In the Monastery

View from my window onto the monastery garden


Early evening, before dark. Such peace reigns here, only a few sounds. There's the background noise of water from a mountain spring or fontana running into an open tank, where goldfish dart and circulate or rest near motionless, perhaps feeling, this morning anyway, the warmth of sunlight on the water. Snatches of birdsong, the occasional yap of a dog, the yowl of a cat, possibly our own cat unnamed as yet and who shall simply be called Bella, at least by me. Though it is unlikely to be her, as she yowls infrequently, usually when I come out of the kitchen door onto the patio in front of the tended garden. A mixture of greeting and hope that she might be fed.

A cloud has drifted down now onto the snow capped mountain I can see from the window of my cell, but this morning for the first time, the sun came out, wreathing all the mountains in light.


This place is impossibly picturesque.




Yesterday's walk was to my local train station




then on to the village of Fontan. 


 
To reach the station you have to walk through a dark and dripping tunnel, one of many cut into the mountainsides to let road and rail traffic pass through. I walked back from Fontan along the main road, and then climbed – slowly – up the steep slope back to the village. Wherever you go here, you have to toil up steep slopes, or descend steep slopes. That's how it is. It will either make me very fit, or – incline me to take the train quite frequently.

Today's walk was up the GR 52A (grande randonnĂ©e – hiking trail) which starts just behind the monastery, and goes on for several kilometres. I don't know how far I walked, it seemed like a long way, but then it was uphill!



This is a little closer to the snow-covered mountain visible in the first photograph



The strangest thing is that in 2011 I was on a train from Torino to Ventimiglia. This train wanders briefly into France, as it passes through the valley of the Roya, before returning to Italy. Going through this spectacular mountain scenery on a sunny morning, clear blue sky, it made a brief stop close to a medieval village of cream, yellow and ochre buildings, topped with purple roof tiles, and built in layers into the side of a mountain. I wished I'd taken a photograph of it, but its image stayed in my mind, as somewhere I had to visit one day.





When I applied for this residency I had no idea that it was in this same village I passed through a couple of years ago, for I had not remembered its name.
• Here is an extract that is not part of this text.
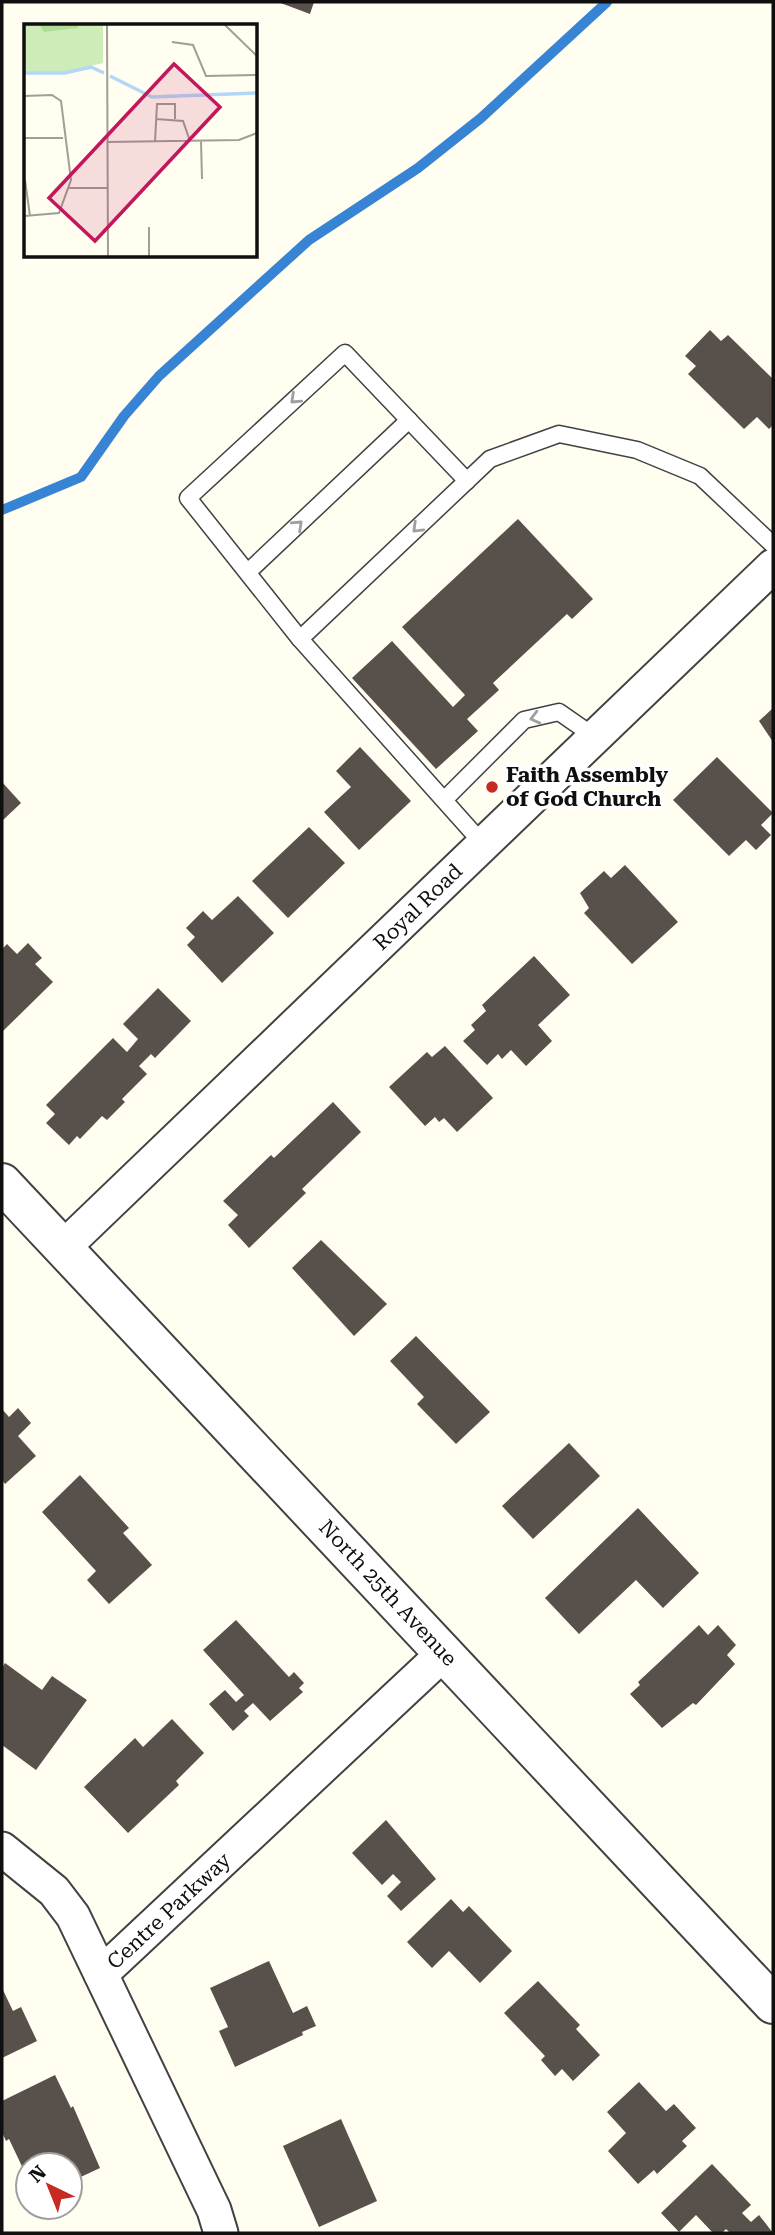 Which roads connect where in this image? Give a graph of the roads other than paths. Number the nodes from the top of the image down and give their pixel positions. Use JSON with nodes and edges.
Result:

But I recognized it as soon as I saw it, despite the grey skies, despite it being much higher up than I thought, for the train track runs almost half way up the mountain, with the road far below in the valley, skirting the river Roya. So here I am, in a building where Franciscan monks have lived, off and on, from 1662 to 1988. And which is still as it says in the guide book un lieu de retraite, a place of retreat. The curved archways and vaulted ceilings – even the ceiling of my cell is vaulted like a chapel - give a sense of gentle enclosure. The stone corridors of the cloisters echo with the slightest sound.


Comments

You get around, dritanje!

This . . . is . . . just . . .spectacular. The steep-sided, snow-flecked mountains, the village clinging to the side of the rushing river, the monastery with its arches and vaults and stone corridors, the monastic cell, the isolation. Oh, how this reaches out and appeals to me!
Anonymous said…
M. what can I say? I think words are unnecessary.
But...penultimate picture is perfect...sublime!
The text?...wonderful.
Go on my friend
Hugs
W.
dritanje said…
I've sometimes thought I was a monk/nun in an alternate life. Feels this other life has come a little closer...or maybe we try on different selves from time to time, like spotlights illuminating now this area now another, brought closer by being in different places. We sure as heaven are not singular! This is indeed a very appealing place -
Indeed... how strongly I feel this myself. Other possibilities, other selves, other lives.

"Je est un autre" (Rimbaud)

"World is crazier and more of it than we think, / Incorrigibly plural..." (MacNeice)
Anonymous said…
Oh wow....how I would love to be in your situation right now. I wanted to be a nun in this life time, but I very much doubt I could ever have lived in such a sublime setting.

Many things will 'come' to you in this place..many thoughts, ideas. Possible recollections of a past life which you mention. Write it all down.

Enjoy your residency. Am I the only one who sees faces in the photo of the corridor or do others? I wonder what tales they would have to tell.xx
My initial reaction to your photos was....Wow! Even more wow now that I've read the text.The colours of the buildings are amazing.I know you will be making the most of your time there.Enjoy!
Rubyxx
Adam Parry said…
Beautiful pictures, but I imagine first hand those pictures are far more wonderful one day you'll have to hide me in your suitcase and I might find mysely being there
just managed to catch up with your blog - and to echo other people - wow! it looks unimaginably beautiful, atmospheric. a place where i imagine you can easily contact the deep silent place within. i feel the peace almost! and also the life (i imagine) in the village!
will now read your next one :)
miss you, but glad you are obviously in such a good place.